Great begining trad route, very easy, not much skill required. Very fun. Great with a guide.
By jeff mcnair
Apr 13, 2002

Nice. The little corner that begins the second pitch is quite fun. Not particularly difficult, but just makes you glad you're not at work. I used mostly stoppers, because they just placed so well in many spots. The only section with any lack of pro is just above the roof on the second pitch (see photo below).
By Gary Schmidt
From: Boulder, CO
Jun 19, 2005

Good alternative if White Whale is plugged up. Climbing gets better as you get higher.
By craggin carl
Aug 2, 2005

Not really sure where this route goes, I had [Rossiter's] topo, and got a little off route, Might have done FA variations. Good climbing with interesting moves
By Sorden
From: inside the Bubble, Colorado
Jul 3, 2008

With more than 15ft of runout on the face above the P2 roof I would have to give this route a "serious" or "R" rating.
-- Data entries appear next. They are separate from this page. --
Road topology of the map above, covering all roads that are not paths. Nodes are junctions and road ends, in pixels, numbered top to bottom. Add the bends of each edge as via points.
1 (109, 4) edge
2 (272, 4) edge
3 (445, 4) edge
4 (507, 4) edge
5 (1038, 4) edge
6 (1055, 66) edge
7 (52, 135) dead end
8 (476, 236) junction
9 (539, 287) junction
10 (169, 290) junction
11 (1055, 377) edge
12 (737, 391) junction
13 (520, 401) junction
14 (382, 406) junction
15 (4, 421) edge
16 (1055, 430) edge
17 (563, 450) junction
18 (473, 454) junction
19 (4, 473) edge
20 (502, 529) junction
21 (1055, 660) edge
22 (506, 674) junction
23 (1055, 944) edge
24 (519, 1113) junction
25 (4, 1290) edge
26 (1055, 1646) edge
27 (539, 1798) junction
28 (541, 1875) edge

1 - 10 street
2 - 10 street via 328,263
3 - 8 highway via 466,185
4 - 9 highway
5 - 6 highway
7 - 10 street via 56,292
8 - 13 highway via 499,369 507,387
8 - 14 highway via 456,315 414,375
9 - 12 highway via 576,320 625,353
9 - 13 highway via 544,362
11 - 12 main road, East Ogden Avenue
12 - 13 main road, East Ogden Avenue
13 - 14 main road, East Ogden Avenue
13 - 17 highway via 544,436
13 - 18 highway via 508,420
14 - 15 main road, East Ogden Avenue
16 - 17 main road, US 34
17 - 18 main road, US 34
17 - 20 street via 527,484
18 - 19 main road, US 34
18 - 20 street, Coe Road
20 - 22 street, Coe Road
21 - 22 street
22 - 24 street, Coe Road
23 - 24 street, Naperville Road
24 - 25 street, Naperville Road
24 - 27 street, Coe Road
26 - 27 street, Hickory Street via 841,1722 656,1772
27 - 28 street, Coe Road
True, it's easy enough (5.6ish) but, this section is devoid of pro. Therefore, despite the grade, I wouldn't recommend it for the novice leaders. You can also bail way left (about 30ft) and finish via the last two RF dihedrals on "Cottontail," which is the best part of that climb and definitely fun 5.6. One last warning: The top boulder on the first belay ledge should not be stood upon. If you stand on the outer end of this block it will teeter forward and you WILL kill your belayer and everyone unlucky enough to be grouped at the bottom of the route. I chalked it with an "X" in late June 2008.
By Noah Pittard
From: denver,CO
Aug 21, 2011

As of 8/19/2011, the boulder referenced at the top of P1 is still there and as described above.
By Andy Hansen
From: Longmont, Colorado
Sep 14, 2014
rating: 5.7 5a 15 V+ 13 MVS 4b

Manifest Cottontails is a good link-up.
By brucelacroix
From: Carson City, NV.
Jun 21, 2016

Did the Manifest to Cottontail link up today. Best route on the wall so far. Two, 190' pitches.